Apparently, Liv has become a zombie, but not the kind of zombie you would expect. Liv is still perfectly able to function and blend into society, with everyone oblivious to her ‘condition’. The only price is that Liv must eat a brain every so often, which she conveniently has plenty of access to after taking a job at the local morgue, lest she lose her composure, and turn into a more typical, flesh-hungry undead-type.
During the events of the pilot, Liv only manages to confuse her family and ex-fiance into thinking she’s just become aimless and apathetic after her traumatic incident at the party, but her coroner buddy, Ravi, played by Rahul Kohli, manages to figure out that Liv is a zombie, and busts her eating a brain in front of some television while on the job. The scenes of Ravi asking inane questions about zombiedom is pretty amusing, and it helps to give the show a nice tongue-in-cheek comic book vibe. In fact, it’s great to see that the pilot is so proud of its comic book heritage, with even the post-commercial establishing shots and show intro unfolding as comic book panels.
Liv’s brain-eating habits are also where the pseudo-superhero element comes in. Apparently, when Liv eats a brain, she inherits a dead person’s personality and memories. This allows her to witness how murder victims came to meet their end, allowing her to pose as a psychic for a new detective, Detective Clive Babineaux, played by Malcolm Goodwin, who is trying to solve the murder of a Jane Doe that just rolled into the coroner’s office. Apparently, the woman was a call girl, and when Liv learns that she is murdered over her kleptomania, she attempts to help Babineaux track down the killer.

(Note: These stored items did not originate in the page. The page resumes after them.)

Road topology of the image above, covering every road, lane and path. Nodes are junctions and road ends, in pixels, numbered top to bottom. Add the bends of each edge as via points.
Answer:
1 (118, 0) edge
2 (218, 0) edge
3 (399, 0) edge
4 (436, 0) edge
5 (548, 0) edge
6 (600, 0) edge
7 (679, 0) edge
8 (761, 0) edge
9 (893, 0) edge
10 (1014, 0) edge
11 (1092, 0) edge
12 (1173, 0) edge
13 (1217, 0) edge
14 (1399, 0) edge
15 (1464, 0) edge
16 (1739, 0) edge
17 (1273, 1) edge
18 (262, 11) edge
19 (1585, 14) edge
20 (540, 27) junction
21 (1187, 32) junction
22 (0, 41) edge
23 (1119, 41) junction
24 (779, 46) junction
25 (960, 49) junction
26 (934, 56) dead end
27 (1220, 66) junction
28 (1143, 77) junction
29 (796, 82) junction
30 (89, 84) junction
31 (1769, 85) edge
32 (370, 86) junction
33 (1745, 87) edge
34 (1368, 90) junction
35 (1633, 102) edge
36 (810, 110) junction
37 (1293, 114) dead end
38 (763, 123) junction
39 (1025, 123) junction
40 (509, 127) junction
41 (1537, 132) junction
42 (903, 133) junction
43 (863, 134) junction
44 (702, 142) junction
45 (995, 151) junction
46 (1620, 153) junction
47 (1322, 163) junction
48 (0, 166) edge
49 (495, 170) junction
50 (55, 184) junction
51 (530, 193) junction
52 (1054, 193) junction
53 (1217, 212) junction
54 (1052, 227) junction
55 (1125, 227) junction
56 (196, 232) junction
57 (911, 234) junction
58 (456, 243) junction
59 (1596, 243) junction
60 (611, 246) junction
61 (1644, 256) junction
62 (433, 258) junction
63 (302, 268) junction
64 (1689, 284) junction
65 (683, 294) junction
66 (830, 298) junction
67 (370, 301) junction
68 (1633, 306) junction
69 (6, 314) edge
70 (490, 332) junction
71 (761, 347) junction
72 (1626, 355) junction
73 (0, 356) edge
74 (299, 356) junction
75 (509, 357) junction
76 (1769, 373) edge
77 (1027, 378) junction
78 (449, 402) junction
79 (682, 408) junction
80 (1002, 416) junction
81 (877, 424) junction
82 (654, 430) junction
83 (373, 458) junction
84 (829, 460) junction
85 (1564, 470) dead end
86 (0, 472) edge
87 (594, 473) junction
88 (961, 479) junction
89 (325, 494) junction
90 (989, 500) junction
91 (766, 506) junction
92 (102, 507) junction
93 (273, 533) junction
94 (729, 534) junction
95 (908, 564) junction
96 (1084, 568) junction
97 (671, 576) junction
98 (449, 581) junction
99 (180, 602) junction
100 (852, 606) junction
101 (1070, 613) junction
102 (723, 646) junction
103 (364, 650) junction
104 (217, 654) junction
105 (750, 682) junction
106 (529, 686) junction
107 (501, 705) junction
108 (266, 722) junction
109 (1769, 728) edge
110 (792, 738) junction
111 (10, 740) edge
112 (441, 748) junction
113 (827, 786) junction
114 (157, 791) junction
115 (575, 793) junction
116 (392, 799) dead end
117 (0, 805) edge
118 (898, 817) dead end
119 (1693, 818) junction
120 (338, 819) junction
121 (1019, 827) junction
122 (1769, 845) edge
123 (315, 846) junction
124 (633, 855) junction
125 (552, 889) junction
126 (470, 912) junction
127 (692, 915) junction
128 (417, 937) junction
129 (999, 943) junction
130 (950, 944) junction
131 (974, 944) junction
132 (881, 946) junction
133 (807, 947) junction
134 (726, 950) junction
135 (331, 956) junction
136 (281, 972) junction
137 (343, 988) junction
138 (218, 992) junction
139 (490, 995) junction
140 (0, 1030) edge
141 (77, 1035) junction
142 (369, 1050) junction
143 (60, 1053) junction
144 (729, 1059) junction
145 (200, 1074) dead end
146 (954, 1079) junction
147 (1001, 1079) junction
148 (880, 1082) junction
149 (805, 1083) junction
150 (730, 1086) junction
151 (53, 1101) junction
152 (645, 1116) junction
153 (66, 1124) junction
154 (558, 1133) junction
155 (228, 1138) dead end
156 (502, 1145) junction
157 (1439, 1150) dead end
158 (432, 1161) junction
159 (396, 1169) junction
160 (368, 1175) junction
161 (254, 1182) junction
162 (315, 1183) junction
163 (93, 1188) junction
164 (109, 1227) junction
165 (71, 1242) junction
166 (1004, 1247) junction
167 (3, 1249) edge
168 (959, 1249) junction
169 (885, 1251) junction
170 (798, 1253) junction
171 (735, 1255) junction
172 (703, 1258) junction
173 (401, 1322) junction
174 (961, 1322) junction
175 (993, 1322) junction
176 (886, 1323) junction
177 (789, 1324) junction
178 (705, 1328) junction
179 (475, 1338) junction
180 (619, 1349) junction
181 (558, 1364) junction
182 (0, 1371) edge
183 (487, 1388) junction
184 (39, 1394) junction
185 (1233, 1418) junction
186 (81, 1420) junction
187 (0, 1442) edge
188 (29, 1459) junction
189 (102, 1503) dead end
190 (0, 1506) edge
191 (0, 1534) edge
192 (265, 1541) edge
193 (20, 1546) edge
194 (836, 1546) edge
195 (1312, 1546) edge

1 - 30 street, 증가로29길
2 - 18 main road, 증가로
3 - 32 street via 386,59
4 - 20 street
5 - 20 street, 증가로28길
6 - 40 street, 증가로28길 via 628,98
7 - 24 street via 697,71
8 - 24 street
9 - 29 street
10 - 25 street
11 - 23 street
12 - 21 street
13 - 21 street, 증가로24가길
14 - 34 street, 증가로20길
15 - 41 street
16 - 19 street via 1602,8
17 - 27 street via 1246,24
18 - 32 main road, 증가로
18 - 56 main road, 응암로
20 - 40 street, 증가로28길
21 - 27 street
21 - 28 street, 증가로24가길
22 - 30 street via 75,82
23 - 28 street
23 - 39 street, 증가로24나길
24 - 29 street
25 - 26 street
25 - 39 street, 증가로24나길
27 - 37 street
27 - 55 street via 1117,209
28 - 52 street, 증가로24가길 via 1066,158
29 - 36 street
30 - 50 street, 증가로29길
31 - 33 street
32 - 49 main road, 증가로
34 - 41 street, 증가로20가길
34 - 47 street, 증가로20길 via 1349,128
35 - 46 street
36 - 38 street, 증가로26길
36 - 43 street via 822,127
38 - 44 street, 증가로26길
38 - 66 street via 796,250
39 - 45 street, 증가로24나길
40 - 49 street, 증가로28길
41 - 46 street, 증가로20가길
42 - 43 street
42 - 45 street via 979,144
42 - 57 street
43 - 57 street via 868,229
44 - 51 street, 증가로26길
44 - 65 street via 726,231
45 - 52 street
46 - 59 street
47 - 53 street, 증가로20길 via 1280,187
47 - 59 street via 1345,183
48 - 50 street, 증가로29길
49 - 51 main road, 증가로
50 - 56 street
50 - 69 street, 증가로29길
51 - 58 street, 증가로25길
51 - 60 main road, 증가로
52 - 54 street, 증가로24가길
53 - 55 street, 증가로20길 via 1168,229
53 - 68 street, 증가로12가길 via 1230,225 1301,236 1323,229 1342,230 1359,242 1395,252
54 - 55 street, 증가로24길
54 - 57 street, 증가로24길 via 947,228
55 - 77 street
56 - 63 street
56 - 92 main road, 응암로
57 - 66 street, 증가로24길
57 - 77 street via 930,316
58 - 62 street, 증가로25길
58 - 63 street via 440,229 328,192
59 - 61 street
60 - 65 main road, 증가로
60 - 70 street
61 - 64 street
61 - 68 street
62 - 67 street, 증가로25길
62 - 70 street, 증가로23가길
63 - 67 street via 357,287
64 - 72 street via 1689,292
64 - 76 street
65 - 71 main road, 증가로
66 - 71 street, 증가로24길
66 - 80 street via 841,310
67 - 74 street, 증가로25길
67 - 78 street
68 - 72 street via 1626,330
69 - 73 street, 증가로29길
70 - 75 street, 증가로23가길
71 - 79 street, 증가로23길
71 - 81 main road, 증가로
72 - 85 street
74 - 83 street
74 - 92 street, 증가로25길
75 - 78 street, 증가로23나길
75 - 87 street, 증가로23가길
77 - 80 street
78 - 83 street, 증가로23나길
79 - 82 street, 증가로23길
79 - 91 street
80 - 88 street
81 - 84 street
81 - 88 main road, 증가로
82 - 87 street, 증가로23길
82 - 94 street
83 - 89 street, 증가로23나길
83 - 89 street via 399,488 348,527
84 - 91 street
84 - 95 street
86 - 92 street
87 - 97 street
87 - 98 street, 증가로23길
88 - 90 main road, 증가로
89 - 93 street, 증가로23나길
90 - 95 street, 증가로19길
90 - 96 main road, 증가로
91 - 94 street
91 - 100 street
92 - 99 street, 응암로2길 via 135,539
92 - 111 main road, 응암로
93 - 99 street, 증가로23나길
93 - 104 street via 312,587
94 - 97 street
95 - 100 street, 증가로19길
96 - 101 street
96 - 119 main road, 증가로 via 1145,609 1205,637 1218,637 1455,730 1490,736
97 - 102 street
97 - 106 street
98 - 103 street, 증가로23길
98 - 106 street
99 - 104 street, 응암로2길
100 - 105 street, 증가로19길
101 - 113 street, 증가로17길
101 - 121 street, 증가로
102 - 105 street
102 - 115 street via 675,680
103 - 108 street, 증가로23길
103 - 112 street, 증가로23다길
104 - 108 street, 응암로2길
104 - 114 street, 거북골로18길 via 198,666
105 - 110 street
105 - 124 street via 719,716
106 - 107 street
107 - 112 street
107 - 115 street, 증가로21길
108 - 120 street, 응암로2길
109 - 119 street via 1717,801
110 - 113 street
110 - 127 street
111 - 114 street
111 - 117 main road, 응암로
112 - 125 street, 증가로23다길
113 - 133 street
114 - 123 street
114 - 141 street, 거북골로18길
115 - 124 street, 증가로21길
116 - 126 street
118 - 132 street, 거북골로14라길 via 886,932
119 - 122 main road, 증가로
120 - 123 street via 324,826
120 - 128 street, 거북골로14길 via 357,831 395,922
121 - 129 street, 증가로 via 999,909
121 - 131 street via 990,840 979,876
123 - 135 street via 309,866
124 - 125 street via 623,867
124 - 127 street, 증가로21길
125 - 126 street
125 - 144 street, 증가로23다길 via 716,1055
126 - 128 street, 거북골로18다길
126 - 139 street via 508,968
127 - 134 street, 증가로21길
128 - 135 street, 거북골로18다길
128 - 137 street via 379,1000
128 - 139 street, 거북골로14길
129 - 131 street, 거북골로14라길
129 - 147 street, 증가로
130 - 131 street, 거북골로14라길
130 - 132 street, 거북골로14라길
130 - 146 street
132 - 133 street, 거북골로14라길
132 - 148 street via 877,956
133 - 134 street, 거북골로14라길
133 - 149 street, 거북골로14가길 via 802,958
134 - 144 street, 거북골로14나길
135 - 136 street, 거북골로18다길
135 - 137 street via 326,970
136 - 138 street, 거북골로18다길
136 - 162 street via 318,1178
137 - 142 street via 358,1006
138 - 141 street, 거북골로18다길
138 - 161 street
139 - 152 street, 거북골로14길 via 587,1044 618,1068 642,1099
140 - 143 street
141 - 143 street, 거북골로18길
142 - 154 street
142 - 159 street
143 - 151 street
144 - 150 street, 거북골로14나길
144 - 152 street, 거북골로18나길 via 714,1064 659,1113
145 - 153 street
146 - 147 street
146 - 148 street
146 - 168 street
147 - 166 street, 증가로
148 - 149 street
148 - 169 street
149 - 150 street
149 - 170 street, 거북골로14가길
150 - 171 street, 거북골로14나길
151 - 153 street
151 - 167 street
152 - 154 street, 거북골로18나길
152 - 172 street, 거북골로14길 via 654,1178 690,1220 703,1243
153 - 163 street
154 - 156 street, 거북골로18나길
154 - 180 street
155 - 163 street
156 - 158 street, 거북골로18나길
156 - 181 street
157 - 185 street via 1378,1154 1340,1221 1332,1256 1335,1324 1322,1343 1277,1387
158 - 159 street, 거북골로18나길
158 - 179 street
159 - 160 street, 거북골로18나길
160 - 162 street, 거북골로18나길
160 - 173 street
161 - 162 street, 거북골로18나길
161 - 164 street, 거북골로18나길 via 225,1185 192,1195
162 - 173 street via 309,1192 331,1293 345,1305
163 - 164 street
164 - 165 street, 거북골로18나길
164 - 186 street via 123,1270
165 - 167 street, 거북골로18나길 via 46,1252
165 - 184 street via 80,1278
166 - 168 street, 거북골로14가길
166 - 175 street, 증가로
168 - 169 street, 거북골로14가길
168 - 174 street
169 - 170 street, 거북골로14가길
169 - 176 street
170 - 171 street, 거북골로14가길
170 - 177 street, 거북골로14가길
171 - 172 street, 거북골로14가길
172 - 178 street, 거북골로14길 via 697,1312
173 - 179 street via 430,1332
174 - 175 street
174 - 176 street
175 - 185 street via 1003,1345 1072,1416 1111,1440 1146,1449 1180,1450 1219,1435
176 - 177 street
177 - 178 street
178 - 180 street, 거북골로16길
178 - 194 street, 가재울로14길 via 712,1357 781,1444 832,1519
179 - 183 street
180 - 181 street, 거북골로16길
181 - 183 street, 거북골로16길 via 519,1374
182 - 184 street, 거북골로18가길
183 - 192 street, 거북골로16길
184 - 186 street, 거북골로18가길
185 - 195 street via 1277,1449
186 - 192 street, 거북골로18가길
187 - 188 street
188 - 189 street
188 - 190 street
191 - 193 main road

Again, the way that the show plays with Liv’s inheritance of someone’s personality is pretty amusing to watch. In a later scene, she awkwardly walks into the police station, placing random items back that the viewer didn’t know she was carrying, referencing that she’s inherited her victim’s kleptomania. This also allows her to get a lead on the real perpetrator, a nasty detective cheating on his wife, who killed the girl because his wedding ring was stolen, and his wife is a pretty nasty person, apparently. It’s a pretty exaggerated and silly reason for murder, but again, it sort of fits in this bizarre, tongue-in-cheek new world.
When Babineaux and Liv go to stop the detective and free his prisoners, Liv manages to grab on to the guy’s fleeing car, and is shot as she rams the car into a tree, leaving the perp for Babineaux to arrest. Here, we get another interesting fact about Liv, the fact that she’s perfectly fine after getting shot. We know that Liv is a zombie, and would no doubt survive a gunshot wound to her chest, but her fib to Babineaux about the incident still sets up for a promising recurring gag of Liv having to constantly explain her supernatural luck to a grounded cop that has no idea that he’s interacting with an undead woman.
Having discovered a use for her zombie state, after the frustration of her family, and her fiance moving on with a different woman (nice unsubtle in-show advertising of Dying Light in this scene, Warner Bros.), Liv finds a new lease on life, or, death, and decides to accept her new role as the ‘psychic’ coroner. Thus begins what is a surprisingly great new series for The CW.
iZombie comes together into a new show that is just incredible fun to watch. Everything is witty, interesting and surprisingly heartfelt, despite the show clearly not taking itself altogether seriously. It’s another winning formula for a comic book-inspired TV series, even if it doesn’t follow the source comic very closely, and creates something that feels familiar for fans of both comics and/or zombies, but also very fresh and novel on both counts, which is all the more appreciated in two of the most heavily saturated modern avenues of geek entertainment.
For a show about a dead woman, this new series looks like it’s already going to have plenty of life in it!